Lift with hate, run with love

Lifting with love now.

I have been having a tough time with the gf. Shit has been going down at work, at home, with my family, with hers, with her health.

I was carrying the load for many different people and situations. Gf and I were in a tough place. She finally asks me what's wrong. I explain myself that everything's ok. It's just a bunch of crap and im tired.

Then about 20 minutes later of talking. I broke down. It's like everything I was holding in just came rushing out. I was a complete wreck for about 10 minutes.

Gf grabbed me and held me for a bit. Told me thank you for everything i have been doing and apologized for all the added stress she was giving me.

Went to walk the dogs and she told me she's happy. After 2 years i finally opened up to her and it made her the happiest she has ever felt. She said she will be there for me and thanked me for trusting her at my most vulnerable.

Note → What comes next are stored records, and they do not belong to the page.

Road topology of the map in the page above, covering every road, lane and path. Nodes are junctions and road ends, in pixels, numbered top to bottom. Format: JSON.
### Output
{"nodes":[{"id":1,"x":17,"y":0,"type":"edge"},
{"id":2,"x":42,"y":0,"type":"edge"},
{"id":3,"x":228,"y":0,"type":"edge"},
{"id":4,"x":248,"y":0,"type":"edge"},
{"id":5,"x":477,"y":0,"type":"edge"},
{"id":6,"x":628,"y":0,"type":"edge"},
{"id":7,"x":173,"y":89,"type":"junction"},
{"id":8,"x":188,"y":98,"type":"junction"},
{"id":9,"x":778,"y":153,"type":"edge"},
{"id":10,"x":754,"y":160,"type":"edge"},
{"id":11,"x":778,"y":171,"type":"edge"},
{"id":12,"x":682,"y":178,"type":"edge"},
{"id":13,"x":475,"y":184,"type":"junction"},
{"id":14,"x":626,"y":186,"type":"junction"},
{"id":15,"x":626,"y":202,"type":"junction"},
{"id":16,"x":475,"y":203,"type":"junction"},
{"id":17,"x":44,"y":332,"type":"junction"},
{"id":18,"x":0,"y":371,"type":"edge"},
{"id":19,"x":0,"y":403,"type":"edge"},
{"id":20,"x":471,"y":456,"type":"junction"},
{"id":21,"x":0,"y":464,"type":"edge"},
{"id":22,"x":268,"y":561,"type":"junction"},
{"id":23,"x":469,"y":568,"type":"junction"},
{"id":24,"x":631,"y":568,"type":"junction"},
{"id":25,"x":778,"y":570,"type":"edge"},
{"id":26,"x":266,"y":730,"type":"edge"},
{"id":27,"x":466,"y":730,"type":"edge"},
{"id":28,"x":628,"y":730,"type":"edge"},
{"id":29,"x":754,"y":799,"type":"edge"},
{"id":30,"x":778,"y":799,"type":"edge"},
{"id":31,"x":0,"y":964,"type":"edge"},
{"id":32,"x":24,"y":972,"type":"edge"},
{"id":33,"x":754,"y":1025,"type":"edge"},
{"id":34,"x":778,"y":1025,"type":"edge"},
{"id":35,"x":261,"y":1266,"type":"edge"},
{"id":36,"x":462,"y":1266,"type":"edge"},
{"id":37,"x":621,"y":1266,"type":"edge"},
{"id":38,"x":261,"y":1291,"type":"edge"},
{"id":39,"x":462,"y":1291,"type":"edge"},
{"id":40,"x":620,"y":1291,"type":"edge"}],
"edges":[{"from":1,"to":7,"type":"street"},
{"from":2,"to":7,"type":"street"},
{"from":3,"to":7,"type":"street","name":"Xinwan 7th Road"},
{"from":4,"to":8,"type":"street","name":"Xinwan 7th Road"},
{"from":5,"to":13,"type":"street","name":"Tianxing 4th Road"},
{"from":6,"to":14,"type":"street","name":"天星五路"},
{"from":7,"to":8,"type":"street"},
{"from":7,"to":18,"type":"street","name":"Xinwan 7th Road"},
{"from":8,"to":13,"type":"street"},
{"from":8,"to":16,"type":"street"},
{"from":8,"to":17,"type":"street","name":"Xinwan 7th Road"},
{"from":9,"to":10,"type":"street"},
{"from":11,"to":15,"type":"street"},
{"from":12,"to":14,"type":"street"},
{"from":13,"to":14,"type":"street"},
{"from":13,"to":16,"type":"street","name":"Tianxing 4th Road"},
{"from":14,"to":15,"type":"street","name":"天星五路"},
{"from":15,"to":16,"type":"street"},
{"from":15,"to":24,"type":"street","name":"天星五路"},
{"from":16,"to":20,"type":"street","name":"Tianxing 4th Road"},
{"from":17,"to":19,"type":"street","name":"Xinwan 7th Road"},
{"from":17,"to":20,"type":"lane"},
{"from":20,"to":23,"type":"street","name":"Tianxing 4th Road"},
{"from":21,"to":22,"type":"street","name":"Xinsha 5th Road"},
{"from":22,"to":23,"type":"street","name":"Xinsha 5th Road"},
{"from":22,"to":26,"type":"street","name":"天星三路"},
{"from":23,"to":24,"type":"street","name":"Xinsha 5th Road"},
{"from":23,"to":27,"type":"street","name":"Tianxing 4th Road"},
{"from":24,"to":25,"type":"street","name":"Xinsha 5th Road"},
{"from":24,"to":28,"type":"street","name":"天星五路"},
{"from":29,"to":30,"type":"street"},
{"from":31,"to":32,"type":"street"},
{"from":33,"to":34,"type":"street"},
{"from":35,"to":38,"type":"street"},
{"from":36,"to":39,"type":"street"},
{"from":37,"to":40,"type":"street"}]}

She didn't leave /fit. She stayed after I let my wall down.

same bruv

/liftingwithlove/
I feel this sense of accomplishment after every finished workout. Is this what a runners high feels like?

anger is the trigger to becoming super saiyan

Good for you user. Maybe one day I'll find someone I care about.

/liftingwithhate/ reportin

Didnt think i ever would. She found me. She's a fitchick former pageant model. She approached me!

im /liftingwithindifference/

Hate. I'm a 21 yrs old virgin and I'm getting more mad every day. Why won't anyone love me? I can't even make a single friend. I just want to grab a machete and butcher anybody who looks remotely happy

Who /liftswithapathy/ here?

I just don't care if I die anymore

Check'd those juicy trips and I recognize your position user. Similar shit just happened with me an my woman; i was bottling up way too much emotion and it was turning into resentment on both sides. When i finally broke it was honestly one of the best things thats ever happened to me. Our relationship is stronger than its ever been after 10 years and shit has been amazing. I'm working super hard on my depression and for once the future looks promising. Cheers brudder!

i dont even lift

Lifting with hate. I hate myself. I hate my life. I hate my job. I hate Veeky Forums. I hate my hobbies.

Perhaps I can't lift my hate away or my life better but it passes the time and provides visible gains.

Love lifting but I do it because I hate fatties

A little bit from column A, a little bit from column B
Well
a LOT from column A

self hate, kinda

im in good shape, but I cant ever settle for what I have. dysmorphia ftw.

I lift because I hate myself

I lift because no one will love me

Lifting doesn't solve either of those problems, it just makes me crazy strong which is cool i guess.

Lifting with love. Almost died a few times so I stay healthy for my kids. I don't want them growing up without a father so I love keeping myself healthy.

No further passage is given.